Task requirements: Could you state how many lines of the material hold "every"? Include nothing beyond the number.

Extracted entries:
────────────────────────────────────────
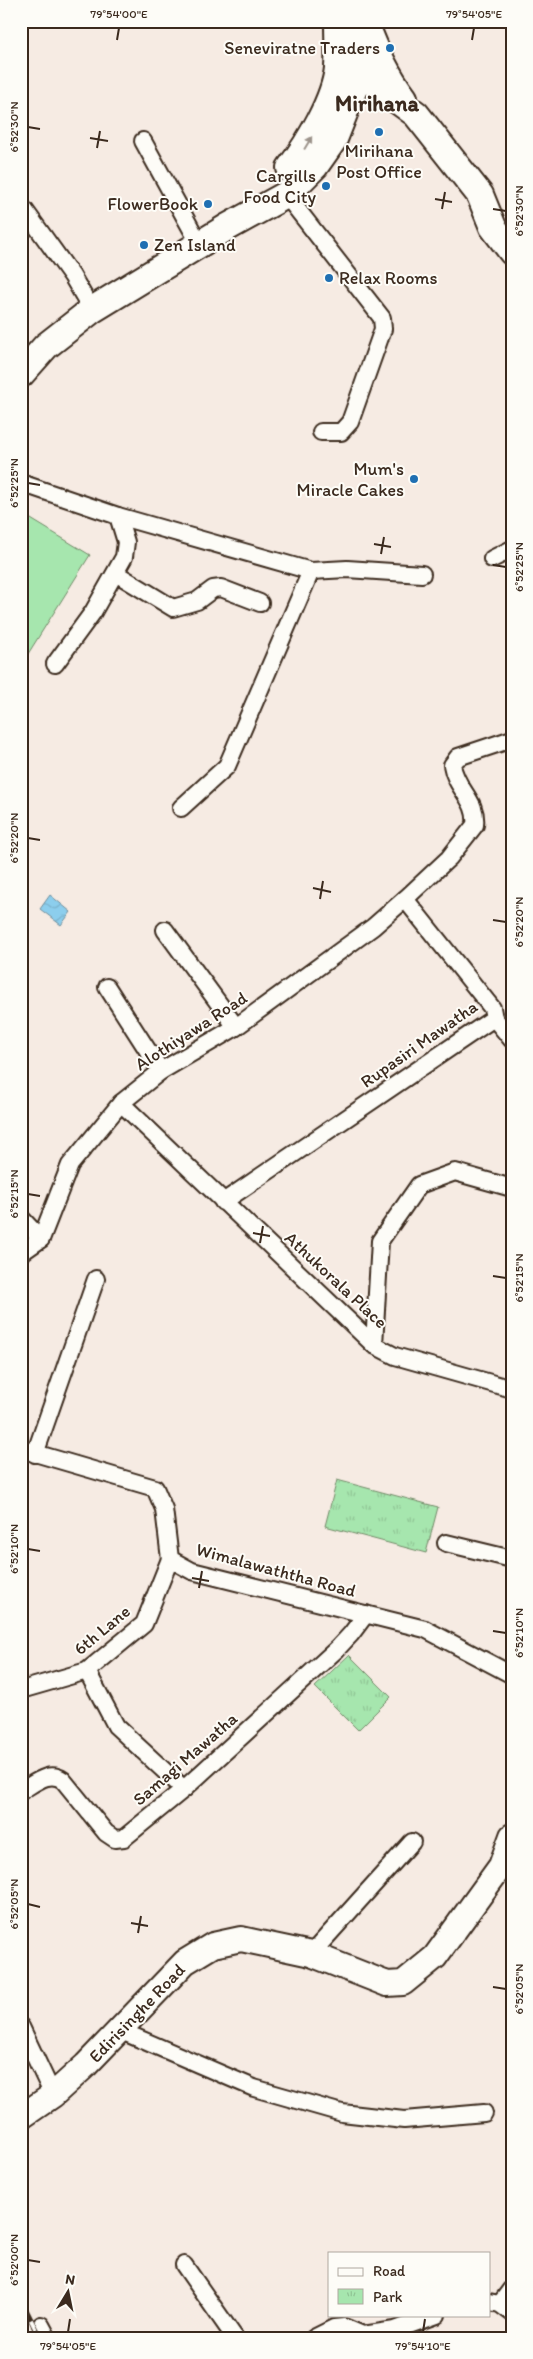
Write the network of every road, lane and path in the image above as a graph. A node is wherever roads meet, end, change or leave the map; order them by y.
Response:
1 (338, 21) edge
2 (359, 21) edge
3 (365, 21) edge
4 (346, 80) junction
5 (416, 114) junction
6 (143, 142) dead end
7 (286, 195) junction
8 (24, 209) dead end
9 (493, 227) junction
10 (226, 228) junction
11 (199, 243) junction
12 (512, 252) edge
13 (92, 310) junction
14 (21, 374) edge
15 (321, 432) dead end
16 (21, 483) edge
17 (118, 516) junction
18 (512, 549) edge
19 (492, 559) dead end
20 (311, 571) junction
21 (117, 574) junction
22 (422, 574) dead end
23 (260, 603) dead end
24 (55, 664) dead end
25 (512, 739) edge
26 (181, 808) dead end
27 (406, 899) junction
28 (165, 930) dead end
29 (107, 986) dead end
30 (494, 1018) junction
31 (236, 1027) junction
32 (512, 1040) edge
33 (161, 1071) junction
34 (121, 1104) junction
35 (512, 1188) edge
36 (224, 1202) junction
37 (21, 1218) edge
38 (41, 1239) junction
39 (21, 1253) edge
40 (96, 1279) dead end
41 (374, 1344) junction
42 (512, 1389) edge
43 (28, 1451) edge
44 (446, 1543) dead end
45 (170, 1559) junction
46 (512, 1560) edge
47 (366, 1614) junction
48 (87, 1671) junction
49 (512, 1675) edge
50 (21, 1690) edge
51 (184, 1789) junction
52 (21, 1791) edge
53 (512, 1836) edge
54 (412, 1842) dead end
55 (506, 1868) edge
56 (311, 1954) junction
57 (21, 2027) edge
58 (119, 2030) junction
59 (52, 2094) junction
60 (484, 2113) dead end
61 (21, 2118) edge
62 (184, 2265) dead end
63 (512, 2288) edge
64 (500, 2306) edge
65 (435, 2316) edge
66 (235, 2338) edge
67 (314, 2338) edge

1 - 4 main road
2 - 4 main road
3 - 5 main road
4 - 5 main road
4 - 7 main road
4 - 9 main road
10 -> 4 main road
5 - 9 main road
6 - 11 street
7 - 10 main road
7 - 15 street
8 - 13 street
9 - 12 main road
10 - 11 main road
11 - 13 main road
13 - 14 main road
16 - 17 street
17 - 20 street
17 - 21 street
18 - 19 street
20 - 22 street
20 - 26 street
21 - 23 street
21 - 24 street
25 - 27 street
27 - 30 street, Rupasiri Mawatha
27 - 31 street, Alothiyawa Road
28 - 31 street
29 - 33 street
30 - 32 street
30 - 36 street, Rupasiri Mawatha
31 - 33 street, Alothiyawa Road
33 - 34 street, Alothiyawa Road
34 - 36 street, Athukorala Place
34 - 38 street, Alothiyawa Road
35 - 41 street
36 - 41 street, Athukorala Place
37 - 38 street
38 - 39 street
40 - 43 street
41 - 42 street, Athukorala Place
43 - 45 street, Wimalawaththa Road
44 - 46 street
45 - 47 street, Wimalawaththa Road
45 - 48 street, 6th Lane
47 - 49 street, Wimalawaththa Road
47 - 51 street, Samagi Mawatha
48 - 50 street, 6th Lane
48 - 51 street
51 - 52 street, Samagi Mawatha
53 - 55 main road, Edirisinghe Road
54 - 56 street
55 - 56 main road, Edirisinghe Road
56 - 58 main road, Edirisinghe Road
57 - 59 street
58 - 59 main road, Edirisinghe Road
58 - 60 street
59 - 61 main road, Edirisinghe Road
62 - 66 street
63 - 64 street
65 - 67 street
────────────────────────────────────────
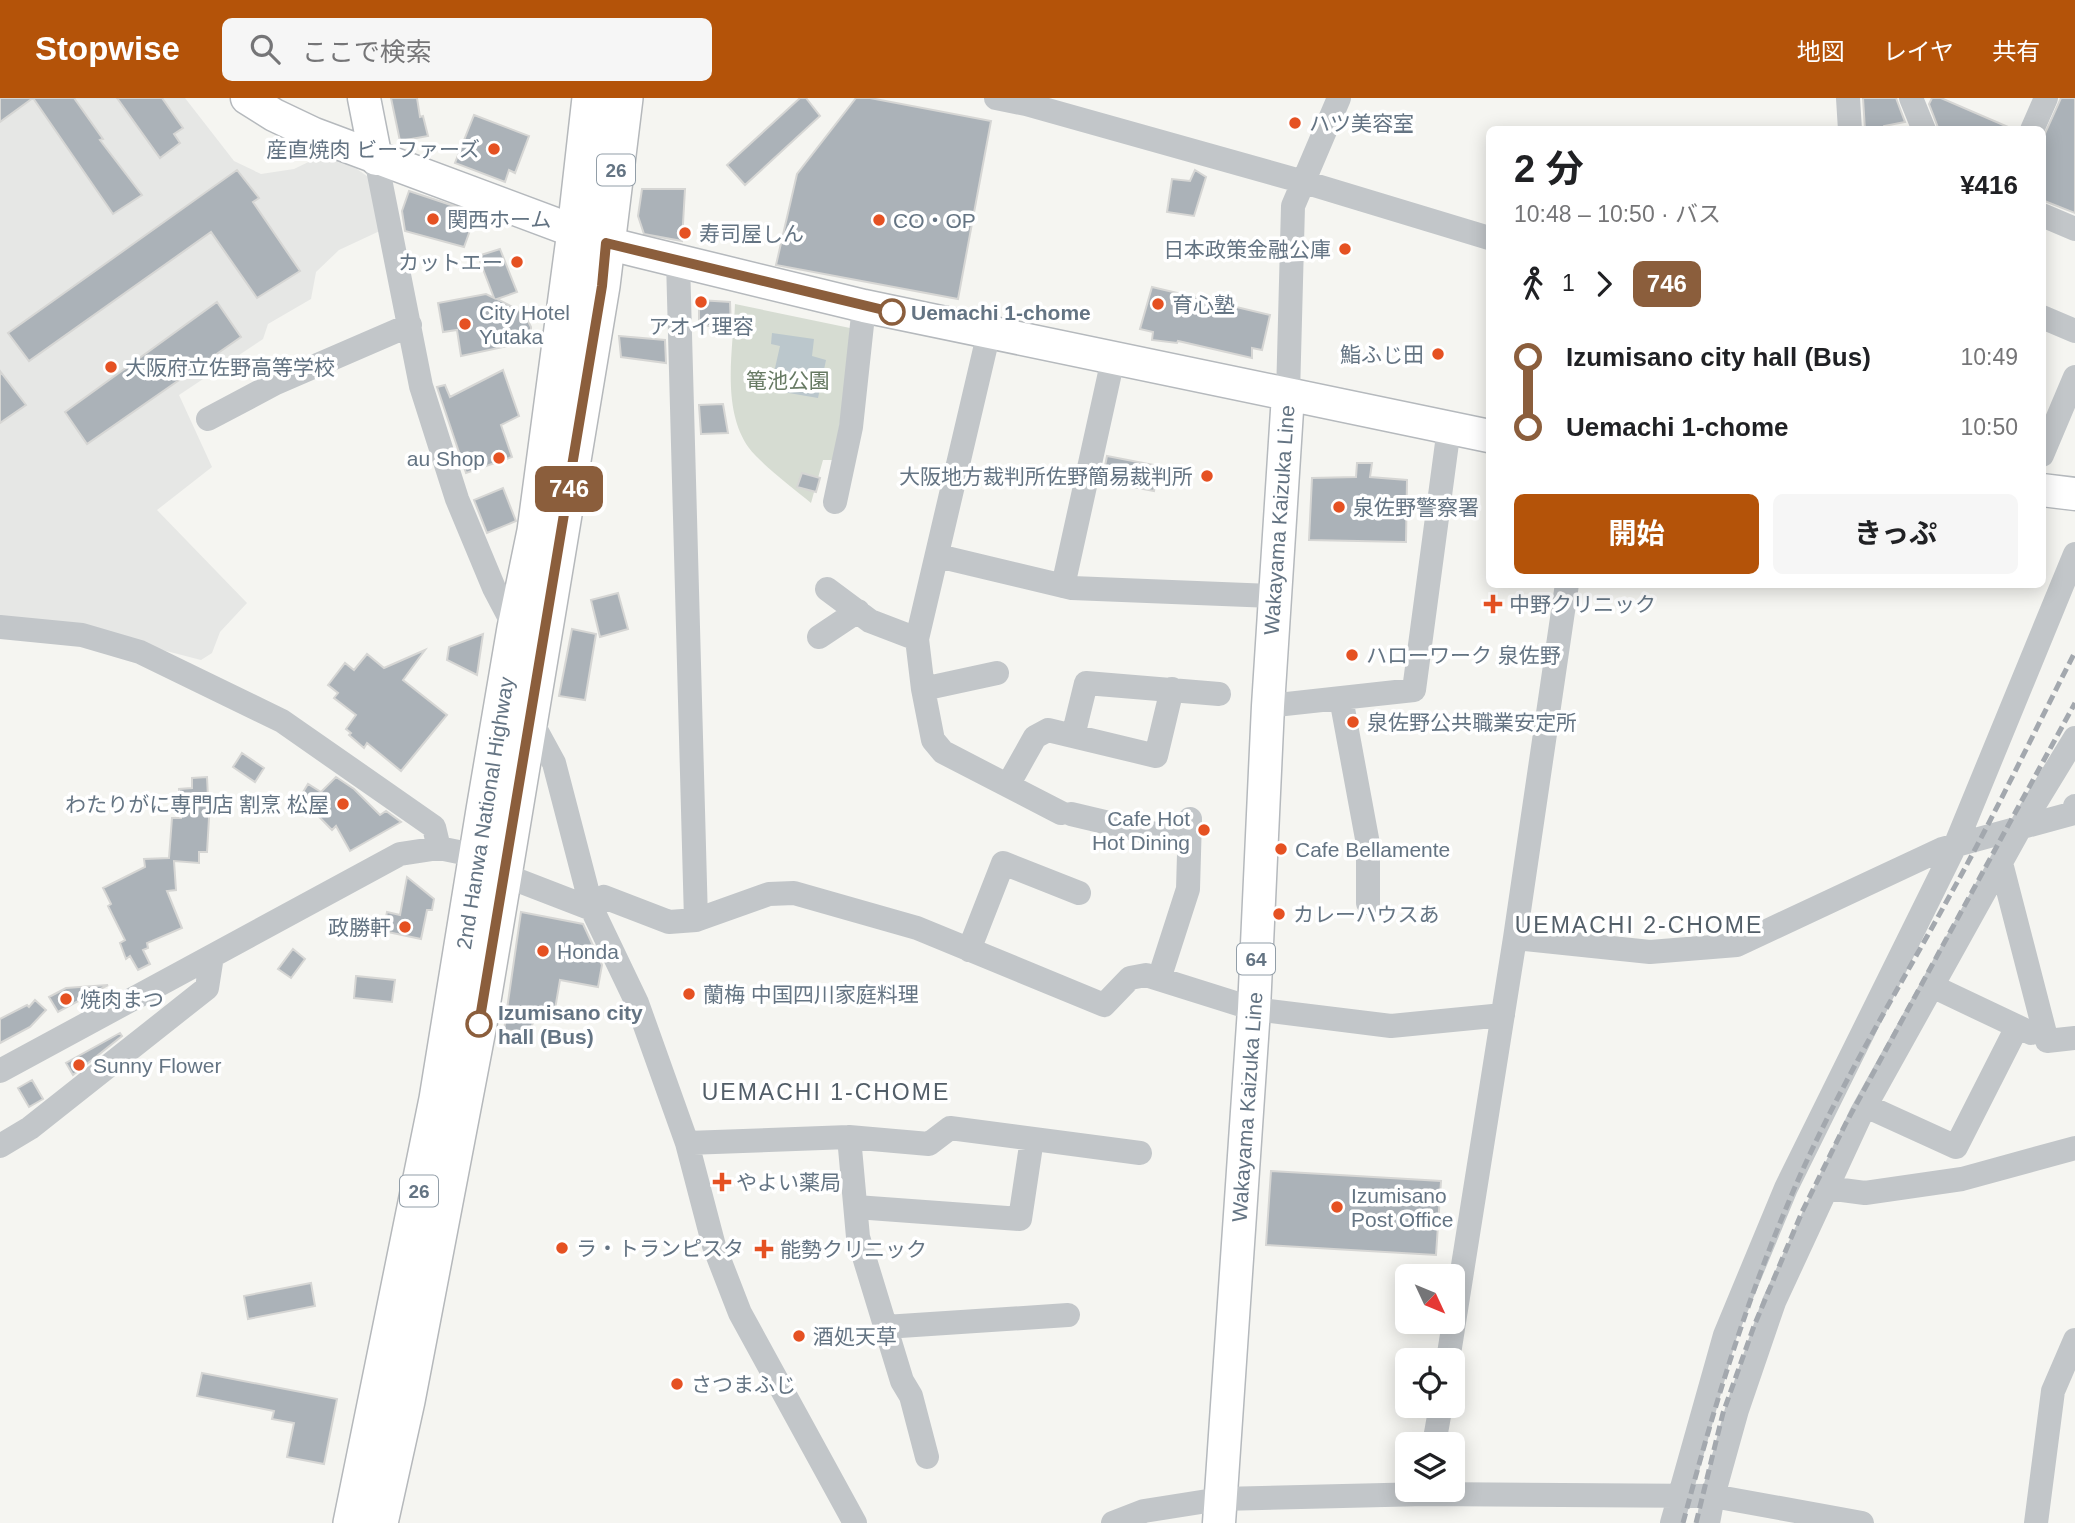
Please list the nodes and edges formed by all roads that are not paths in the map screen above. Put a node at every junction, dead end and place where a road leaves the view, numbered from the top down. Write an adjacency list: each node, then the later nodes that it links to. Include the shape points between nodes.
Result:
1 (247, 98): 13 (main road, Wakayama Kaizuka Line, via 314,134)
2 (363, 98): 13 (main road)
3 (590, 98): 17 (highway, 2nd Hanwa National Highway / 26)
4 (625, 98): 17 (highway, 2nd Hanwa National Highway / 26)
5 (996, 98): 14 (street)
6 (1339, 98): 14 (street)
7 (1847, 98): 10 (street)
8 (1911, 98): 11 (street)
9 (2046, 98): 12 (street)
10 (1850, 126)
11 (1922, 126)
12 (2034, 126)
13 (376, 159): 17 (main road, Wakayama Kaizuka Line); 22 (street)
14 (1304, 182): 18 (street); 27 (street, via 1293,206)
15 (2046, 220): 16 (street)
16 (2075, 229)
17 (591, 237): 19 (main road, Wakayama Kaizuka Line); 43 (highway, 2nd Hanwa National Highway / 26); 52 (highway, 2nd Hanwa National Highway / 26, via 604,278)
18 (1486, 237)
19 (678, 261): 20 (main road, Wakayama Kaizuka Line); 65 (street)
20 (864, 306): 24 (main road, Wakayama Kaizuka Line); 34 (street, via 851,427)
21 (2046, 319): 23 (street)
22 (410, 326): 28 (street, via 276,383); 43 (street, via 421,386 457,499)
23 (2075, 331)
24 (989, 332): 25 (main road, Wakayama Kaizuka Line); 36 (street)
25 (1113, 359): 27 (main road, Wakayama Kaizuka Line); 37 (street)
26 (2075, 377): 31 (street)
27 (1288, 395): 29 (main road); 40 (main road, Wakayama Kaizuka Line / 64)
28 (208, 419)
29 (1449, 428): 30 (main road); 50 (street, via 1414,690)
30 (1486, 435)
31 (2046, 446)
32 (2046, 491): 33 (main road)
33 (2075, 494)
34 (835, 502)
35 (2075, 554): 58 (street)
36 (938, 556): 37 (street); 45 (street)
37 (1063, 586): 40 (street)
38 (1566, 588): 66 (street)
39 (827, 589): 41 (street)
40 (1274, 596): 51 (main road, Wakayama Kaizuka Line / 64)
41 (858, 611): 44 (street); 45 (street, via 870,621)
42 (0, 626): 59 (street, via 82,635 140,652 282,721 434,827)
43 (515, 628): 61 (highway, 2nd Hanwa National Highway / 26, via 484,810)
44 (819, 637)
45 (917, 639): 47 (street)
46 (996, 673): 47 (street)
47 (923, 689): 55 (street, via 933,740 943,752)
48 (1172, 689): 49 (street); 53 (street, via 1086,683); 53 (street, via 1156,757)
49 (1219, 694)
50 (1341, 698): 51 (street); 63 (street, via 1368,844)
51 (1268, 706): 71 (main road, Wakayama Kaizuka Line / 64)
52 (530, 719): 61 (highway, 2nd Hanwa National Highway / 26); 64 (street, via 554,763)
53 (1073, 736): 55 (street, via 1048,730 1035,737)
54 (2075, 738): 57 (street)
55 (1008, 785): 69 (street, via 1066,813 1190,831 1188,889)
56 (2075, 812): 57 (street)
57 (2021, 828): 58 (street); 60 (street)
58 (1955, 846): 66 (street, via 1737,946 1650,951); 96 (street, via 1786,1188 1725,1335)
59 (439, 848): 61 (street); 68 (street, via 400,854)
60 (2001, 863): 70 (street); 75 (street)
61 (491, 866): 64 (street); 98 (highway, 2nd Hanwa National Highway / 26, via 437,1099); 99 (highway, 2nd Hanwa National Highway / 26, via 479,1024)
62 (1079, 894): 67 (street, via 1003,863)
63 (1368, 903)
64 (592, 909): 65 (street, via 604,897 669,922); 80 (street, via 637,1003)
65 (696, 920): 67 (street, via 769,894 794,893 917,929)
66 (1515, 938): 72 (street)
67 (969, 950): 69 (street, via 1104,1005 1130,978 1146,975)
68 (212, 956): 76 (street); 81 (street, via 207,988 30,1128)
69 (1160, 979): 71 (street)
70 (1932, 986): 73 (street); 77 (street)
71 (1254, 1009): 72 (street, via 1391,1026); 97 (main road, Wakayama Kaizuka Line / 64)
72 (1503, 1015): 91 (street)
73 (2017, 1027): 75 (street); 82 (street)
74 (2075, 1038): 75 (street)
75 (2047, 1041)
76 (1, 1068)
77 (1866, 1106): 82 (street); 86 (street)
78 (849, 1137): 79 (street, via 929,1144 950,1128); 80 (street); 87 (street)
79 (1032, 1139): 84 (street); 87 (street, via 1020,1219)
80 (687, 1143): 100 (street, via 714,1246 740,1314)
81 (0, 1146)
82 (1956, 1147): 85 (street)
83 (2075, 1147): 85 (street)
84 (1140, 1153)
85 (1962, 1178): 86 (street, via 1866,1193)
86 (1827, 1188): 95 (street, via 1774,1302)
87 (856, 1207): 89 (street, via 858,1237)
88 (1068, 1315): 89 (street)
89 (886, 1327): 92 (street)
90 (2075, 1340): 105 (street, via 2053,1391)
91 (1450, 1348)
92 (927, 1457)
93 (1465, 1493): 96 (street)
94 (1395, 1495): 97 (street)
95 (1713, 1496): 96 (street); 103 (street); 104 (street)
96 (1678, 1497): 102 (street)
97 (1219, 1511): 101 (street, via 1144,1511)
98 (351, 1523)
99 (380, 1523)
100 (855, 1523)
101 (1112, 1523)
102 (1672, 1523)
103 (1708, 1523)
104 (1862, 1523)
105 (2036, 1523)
────────────────────────────────────────
Written response: 2